§ YOUR TASK
What you return must match the records word for word, except that images are dropped.

*** ENTRIES PROVIDED ***

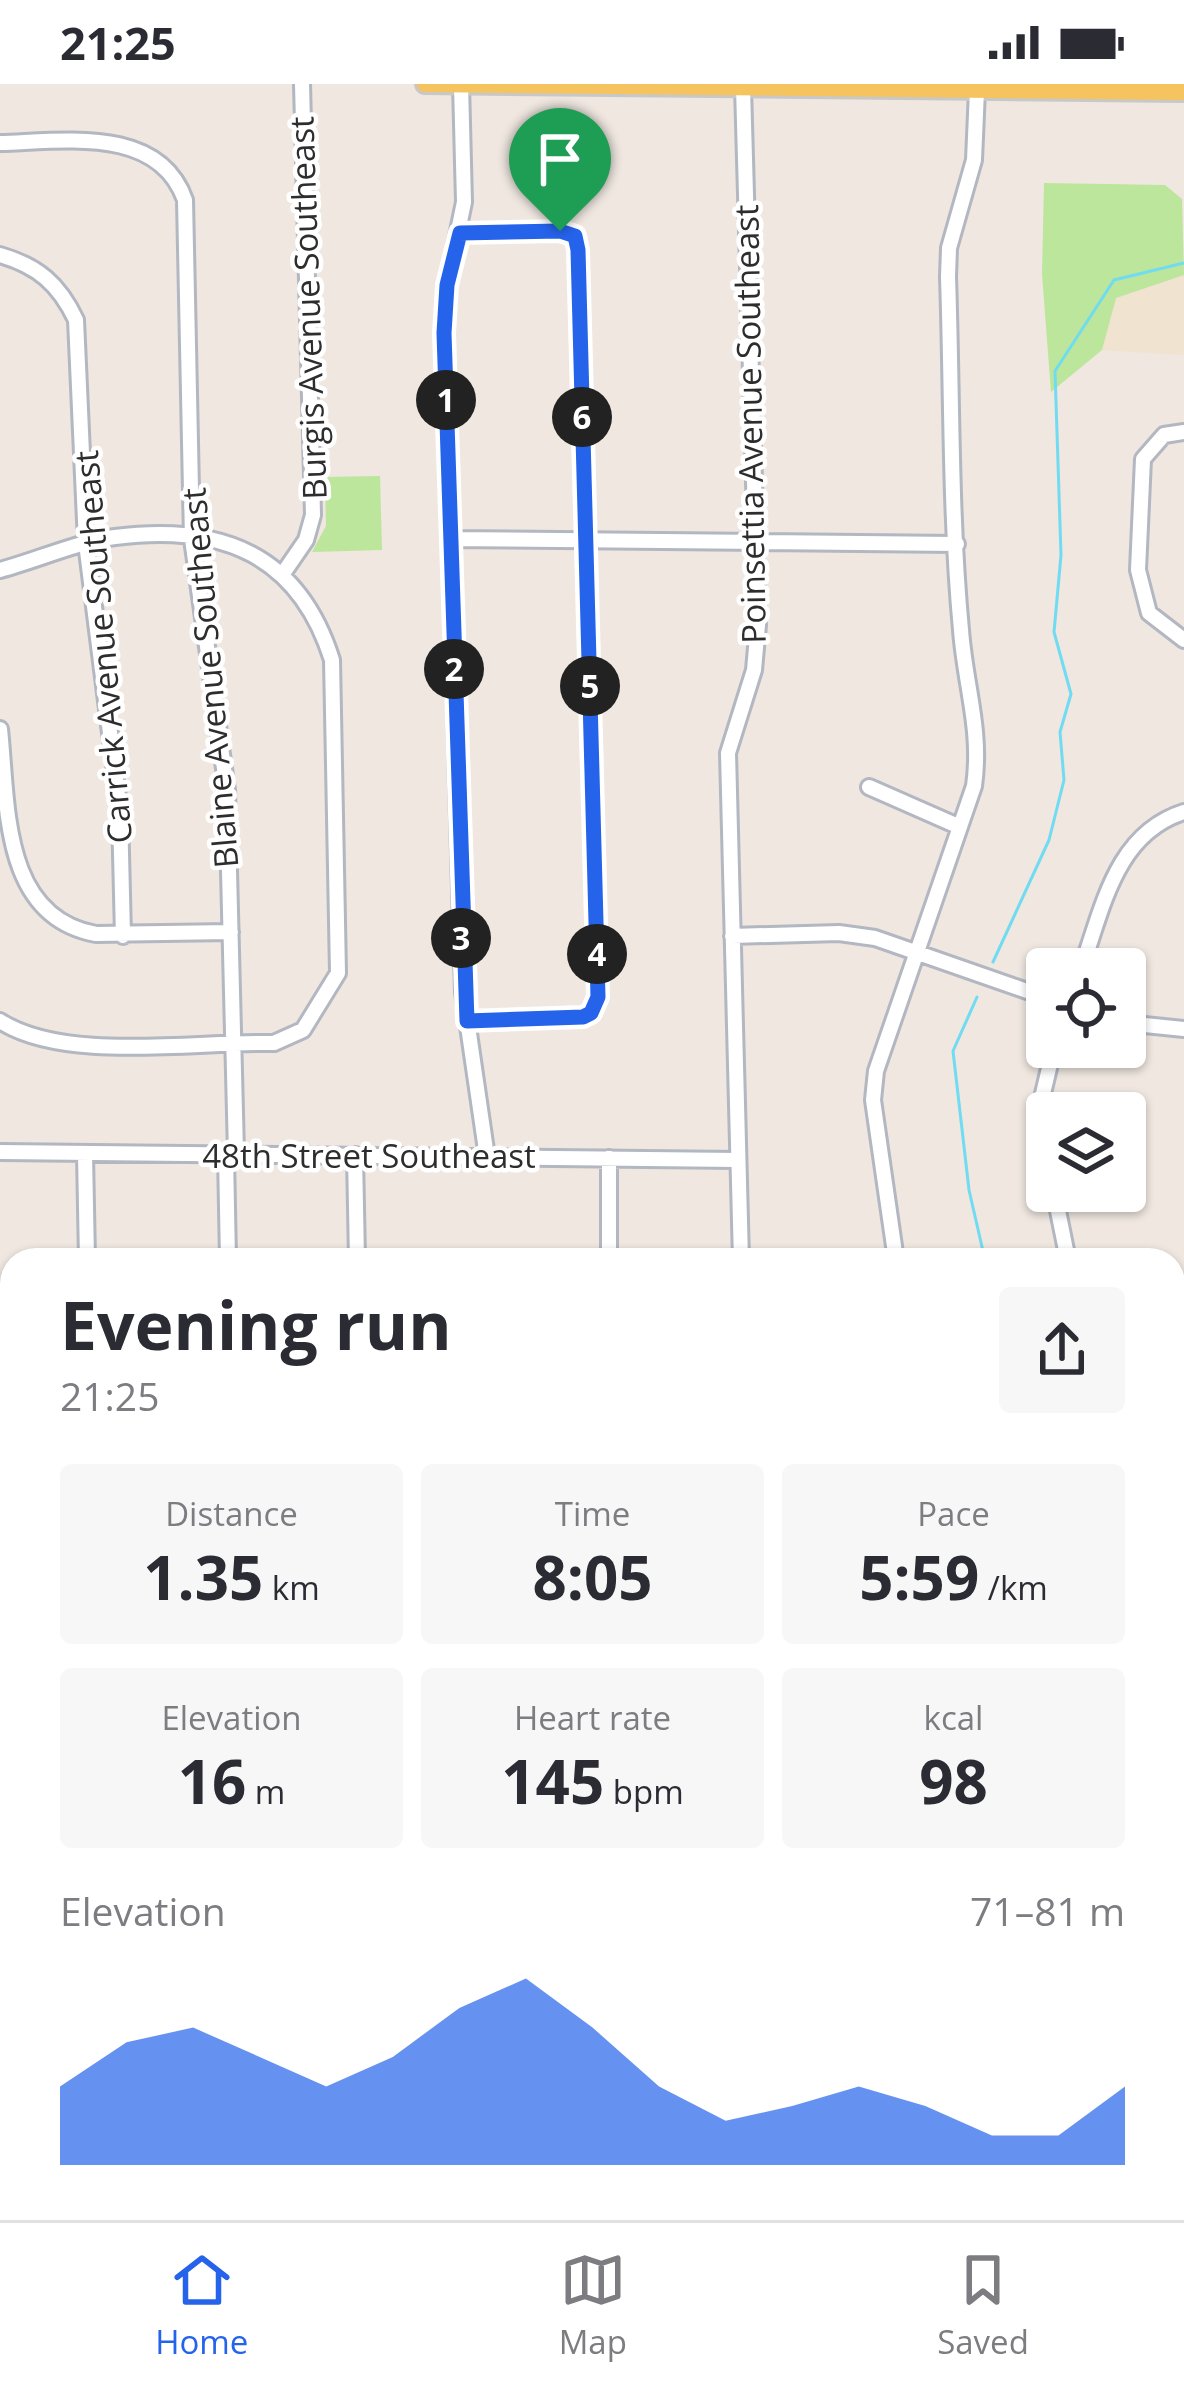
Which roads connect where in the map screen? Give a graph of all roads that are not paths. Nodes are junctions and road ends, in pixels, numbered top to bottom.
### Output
1 (302, 84) edge
2 (425, 84) edge
3 (461, 84) edge
4 (619, 85) edge
5 (744, 86) edge
6 (918, 87) edge
7 (978, 87) edge
8 (1178, 89) edge
9 (0, 143) edge
10 (460, 233) junction
11 (0, 255) edge
12 (1184, 432) edge
13 (584, 538) junction
14 (192, 539) junction
15 (449, 539) junction
16 (756, 542) junction
17 (86, 543) junction
18 (957, 544) junction
19 (0, 570) edge
20 (284, 572) junction
21 (1184, 640) edge
22 (0, 729) edge
23 (869, 787) dead end
24 (1184, 812) edge
25 (960, 827) junction
26 (231, 932) junction
27 (123, 936) junction
28 (732, 937) junction
29 (1089, 948) edge
30 (915, 951) junction
31 (1026, 991) edge
32 (0, 1021) edge
33 (467, 1021) junction
34 (1146, 1025) edge
35 (1184, 1029) edge
36 (234, 1042) junction
37 (0, 1152) edge
38 (85, 1154) junction
39 (231, 1154) junction
40 (355, 1155) junction
41 (487, 1156) junction
42 (609, 1158) junction
43 (738, 1160) junction
44 (1058, 1212) edge
45 (87, 1248) edge
46 (228, 1248) edge
47 (357, 1248) edge
48 (609, 1248) edge
49 (741, 1248) edge
50 (894, 1248) edge
51 (1066, 1248) edge

1 - 20 street, Burgis Avenue Southeast
2 - 3 main road
3 - 4 main road
3 - 10 street
4 - 5 main road
5 - 6 main road
5 - 16 street, Poinsettia Avenue Southeast
6 - 7 main road
7 - 8 main road
7 - 18 street
9 - 14 street, Blaine Avenue Southeast
10 - 13 street
10 - 15 street
11 - 17 street, Carrick Avenue Southeast
12 - 21 street
13 - 15 street
13 - 16 street
13 - 33 street
14 - 17 street
14 - 20 street
14 - 26 street, Blaine Avenue Southeast
15 - 33 street
16 - 18 street
16 - 28 street, Poinsettia Avenue Southeast
17 - 19 street
17 - 27 street, Carrick Avenue Southeast
18 - 25 street
20 - 36 street
22 - 27 street
23 - 25 street
24 - 29 street
25 - 30 street
26 - 27 street
26 - 36 street, Blaine Avenue Southeast
28 - 30 street
28 - 43 street, Poinsettia Avenue Southeast
30 - 31 street
30 - 50 street
32 - 36 street
33 - 41 street
34 - 35 street
36 - 39 street, Blaine Avenue Southeast
37 - 38 street, 48th Street Southeast
38 - 39 street, 48th Street Southeast
38 - 45 street
39 - 40 street, 48th Street Southeast
39 - 46 street, Blaine Avenue Southeast
40 - 41 street, 48th Street Southeast
40 - 47 street
41 - 42 street, 48th Street Southeast
42 - 43 street, 48th Street Southeast
42 - 48 street
43 - 49 street, Poinsettia Avenue Southeast
44 - 51 street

*** End of ENTRIES PROVIDED ***

§ TASK ANSWER
Which roads connect where in the map screen? Give a graph of all roads that are not paths. Nodes are junctions and road ends, in pixels, numbered top to bottom.
### Output
1 (302, 84) edge
2 (425, 84) edge
3 (461, 84) edge
4 (619, 85) edge
5 (744, 86) edge
6 (918, 87) edge
7 (978, 87) edge
8 (1178, 89) edge
9 (0, 143) edge
10 (460, 233) junction
11 (0, 255) edge
12 (1184, 432) edge
13 (584, 538) junction
14 (192, 539) junction
15 (449, 539) junction
16 (756, 542) junction
17 (86, 543) junction
18 (957, 544) junction
19 (0, 570) edge
20 (284, 572) junction
21 (1184, 640) edge
22 (0, 729) edge
23 (869, 787) dead end
24 (1184, 812) edge
25 (960, 827) junction
26 (231, 932) junction
27 (123, 936) junction
28 (732, 937) junction
29 (1089, 948) edge
30 (915, 951) junction
31 (1026, 991) edge
32 (0, 1021) edge
33 (467, 1021) junction
34 (1146, 1025) edge
35 (1184, 1029) edge
36 (234, 1042) junction
37 (0, 1152) edge
38 (85, 1154) junction
39 (231, 1154) junction
40 (355, 1155) junction
41 (487, 1156) junction
42 (609, 1158) junction
43 (738, 1160) junction
44 (1058, 1212) edge
45 (87, 1248) edge
46 (228, 1248) edge
47 (357, 1248) edge
48 (609, 1248) edge
49 (741, 1248) edge
50 (894, 1248) edge
51 (1066, 1248) edge

1 - 20 street, Burgis Avenue Southeast
2 - 3 main road
3 - 4 main road
3 - 10 street
4 - 5 main road
5 - 6 main road
5 - 16 street, Poinsettia Avenue Southeast
6 - 7 main road
7 - 8 main road
7 - 18 street
9 - 14 street, Blaine Avenue Southeast
10 - 13 street
10 - 15 street
11 - 17 street, Carrick Avenue Southeast
12 - 21 street
13 - 15 street
13 - 16 street
13 - 33 street
14 - 17 street
14 - 20 street
14 - 26 street, Blaine Avenue Southeast
15 - 33 street
16 - 18 street
16 - 28 street, Poinsettia Avenue Southeast
17 - 19 street
17 - 27 street, Carrick Avenue Southeast
18 - 25 street
20 - 36 street
22 - 27 street
23 - 25 street
24 - 29 street
25 - 30 street
26 - 27 street
26 - 36 street, Blaine Avenue Southeast
28 - 30 street
28 - 43 street, Poinsettia Avenue Southeast
30 - 31 street
30 - 50 street
32 - 36 street
33 - 41 street
34 - 35 street
36 - 39 street, Blaine Avenue Southeast
37 - 38 street, 48th Street Southeast
38 - 39 street, 48th Street Southeast
38 - 45 street
39 - 40 street, 48th Street Southeast
39 - 46 street, Blaine Avenue Southeast
40 - 41 street, 48th Street Southeast
40 - 47 street
41 - 42 street, 48th Street Southeast
42 - 43 street, 48th Street Southeast
42 - 48 street
43 - 49 street, Poinsettia Avenue Southeast
44 - 51 street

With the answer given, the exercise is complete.